My preliminary results differed from my expectations based on the stereotypical perceptions of wilderness. I expected most of the protected wilderness to be in forest ecoregions, like the Sierra Nevada, Klamath Mountains, or Coast Range. Instead, I found that 42% of wilderness areas in California represented the Mojave Basin and Range ecoregion. This ecoregion is home to iconic National Parks like Joshua Tree and Death Valley. The Sierra Nevada ecoregion came in second place, including places like Yosemite and Sequoia-Kings Canyon National Park. The Northern Basin and Range, which harbors only one wilderness area (South Warner Wilderness), and the Coast Range ecoregions were the least protected by wilderness areas.
Table 1. Representation of ecoregions in California’s wilderness areas. Nearly 14% of California’s area is protected as wilderness.

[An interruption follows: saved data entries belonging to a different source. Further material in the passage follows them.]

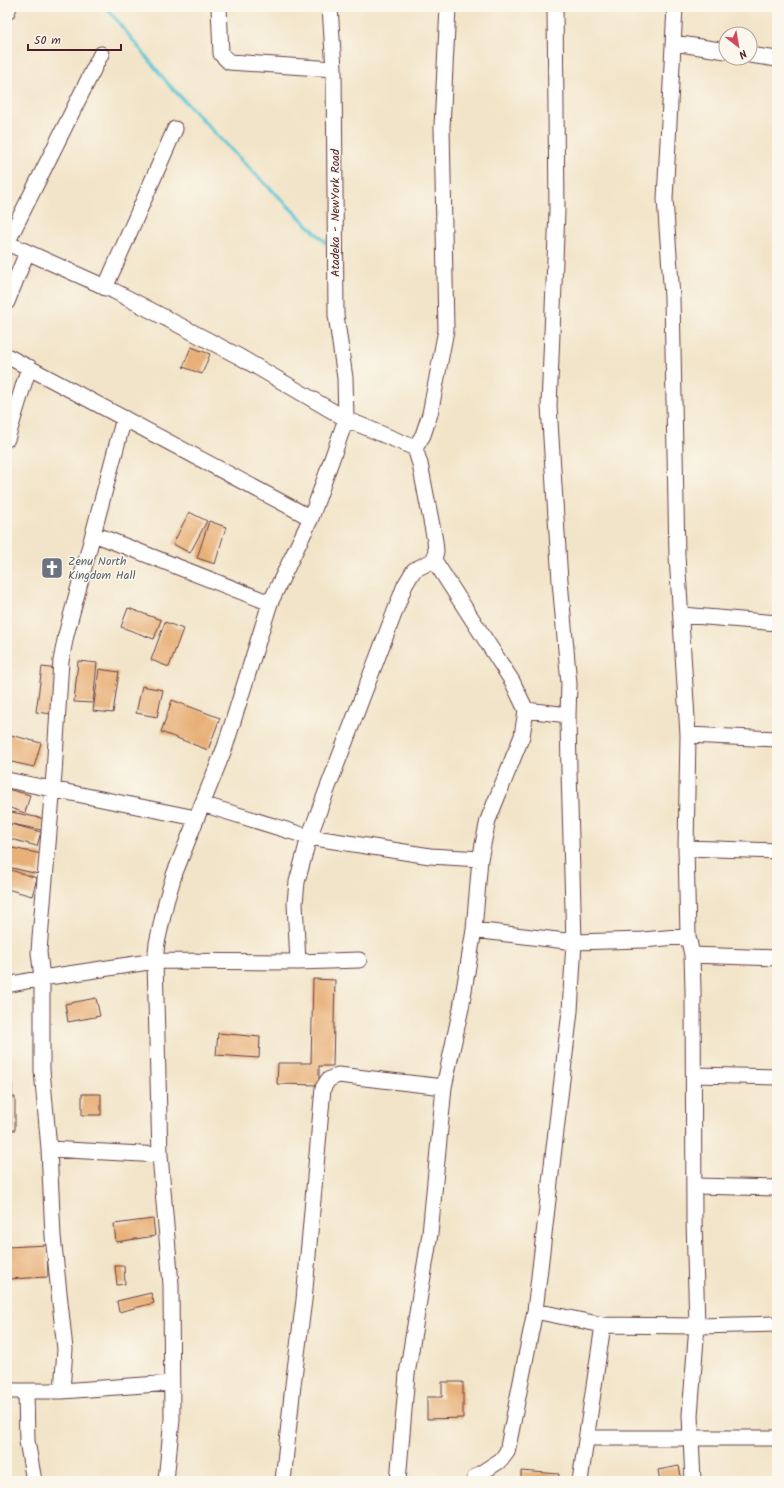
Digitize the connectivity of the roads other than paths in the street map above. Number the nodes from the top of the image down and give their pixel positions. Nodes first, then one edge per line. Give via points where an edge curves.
1 (10, 7) edge
2 (219, 7) edge
3 (330, 7) edge
4 (448, 7) edge
5 (555, 7) edge
6 (675, 7) edge
7 (7, 12) edge
8 (674, 43) junction
9 (718, 50) edge
10 (101, 54) dead end
11 (758, 56) edge
12 (777, 59) edge
13 (334, 68) junction
14 (175, 129) dead end
15 (7, 243) edge
16 (27, 252) junction
17 (105, 288) junction
18 (7, 302) edge
19 (7, 356) edge
20 (29, 367) junction
21 (124, 418) junction
22 (346, 419) junction
23 (7, 439) edge
24 (415, 448) junction
25 (311, 518) junction
26 (94, 534) junction
27 (434, 560) junction
28 (270, 603) junction
29 (682, 615) junction
30 (777, 624) edge
31 (526, 710) junction
32 (568, 715) junction
33 (688, 735) junction
34 (777, 739) edge
35 (7, 780) edge
36 (52, 789) junction
37 (199, 811) junction
38 (309, 837) junction
39 (686, 848) junction
40 (777, 851) edge
41 (480, 859) junction
42 (474, 930) junction
43 (688, 936) junction
44 (574, 942) junction
45 (692, 955) junction
46 (777, 958) edge
47 (359, 960) dead end
48 (155, 961) junction
49 (298, 962) junction
50 (42, 978) junction
51 (7, 985) edge
52 (694, 1076) junction
53 (777, 1077) edge
54 (444, 1087) junction
55 (49, 1149) junction
56 (160, 1155) junction
57 (694, 1186) junction
58 (777, 1188) edge
59 (535, 1311) junction
60 (777, 1324) edge
61 (603, 1325) junction
62 (697, 1326) junction
63 (171, 1383) junction
64 (7, 1391) edge
65 (26, 1391) junction
66 (62, 1391) junction
67 (588, 1438) junction
68 (777, 1438) edge
69 (691, 1439) junction
70 (475, 1477) dead end
71 (34, 1481) edge
72 (166, 1481) edge
73 (283, 1481) edge
74 (398, 1481) edge
75 (580, 1481) edge
76 (692, 1481) edge

1 - 7 street
2 - 13 street via 220,54 229,62
3 - 13 street, Atadeka - NewYork Road
4 - 24 street via 442,127 446,330 430,414 423,435
5 - 32 street via 557,211 549,406 569,684
6 - 8 street
8 - 9 street
8 - 29 street via 665,200 672,298 677,556
10 - 15 street
11 - 12 street
13 - 22 street, Atadeka - NewYork Road via 336,315 345,378
14 - 17 street
15 - 16 street
16 - 17 street
16 - 18 street
17 - 22 street via 240,357
19 - 20 street
20 - 21 street
20 - 23 street
21 - 25 street
21 - 26 street
22 - 24 street
22 - 25 street
24 - 27 street via 435,541
25 - 28 street
26 - 28 street
26 - 36 street via 61,660
27 - 31 street via 512,681
27 - 38 street via 414,570 404,585
28 - 37 street via 225,746
29 - 30 street
29 - 33 street
31 - 32 street
31 - 41 street via 522,736 488,820
32 - 44 street
33 - 34 street
33 - 39 street
35 - 36 street
36 - 37 street
36 - 50 street via 39,952
37 - 38 street
37 - 48 street via 174,874
38 - 41 street via 430,856
38 - 49 street via 294,903
39 - 40 street
39 - 43 street
41 - 42 street
42 - 44 street
42 - 54 street
43 - 44 street
43 - 45 street
44 - 59 street via 570,1011
45 - 46 street
45 - 52 street
47 - 49 street
48 - 49 street
48 - 50 street
48 - 56 street
50 - 51 street
50 - 55 street via 42,1070
52 - 53 street
52 - 57 street
54 - 73 street via 338,1075 328,1080 323,1088 304,1300
54 - 74 street via 430,1234 406,1374
55 - 56 street
55 - 66 street via 53,1236 65,1349
56 - 63 street via 171,1285
57 - 58 street
57 - 62 street
59 - 61 street
59 - 70 street via 507,1452 501,1460
60 - 62 street
61 - 62 street
61 - 67 street
62 - 69 street via 690,1416
63 - 66 street
63 - 72 street via 172,1419
64 - 65 street
65 - 66 street
65 - 71 street via 27,1441
67 - 69 street
67 - 75 street
68 - 69 street
69 - 76 street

In order to provide one possible explanation for my findings, I decided to compare population data with my preliminary results. I overlaid my wilderness data with a shapefile of 2014 census data depicting population by county. My results show that population density and wilderness areas are generally inversely located. As urban sprawl continues to push the limits of human civilization further and further, population density will likely play a key role in determining which areas can be set aside as wilderness.
Figures 2-4. (click to enlarge) Map of California’s wilderness landscape including population density data. Colored polygons represent wilderness areas, where each color corresponds to a particular ecoregion. Shades of grey indicate population density. Darkest shades are high-density population, where lighter to white shades are low-density population centers.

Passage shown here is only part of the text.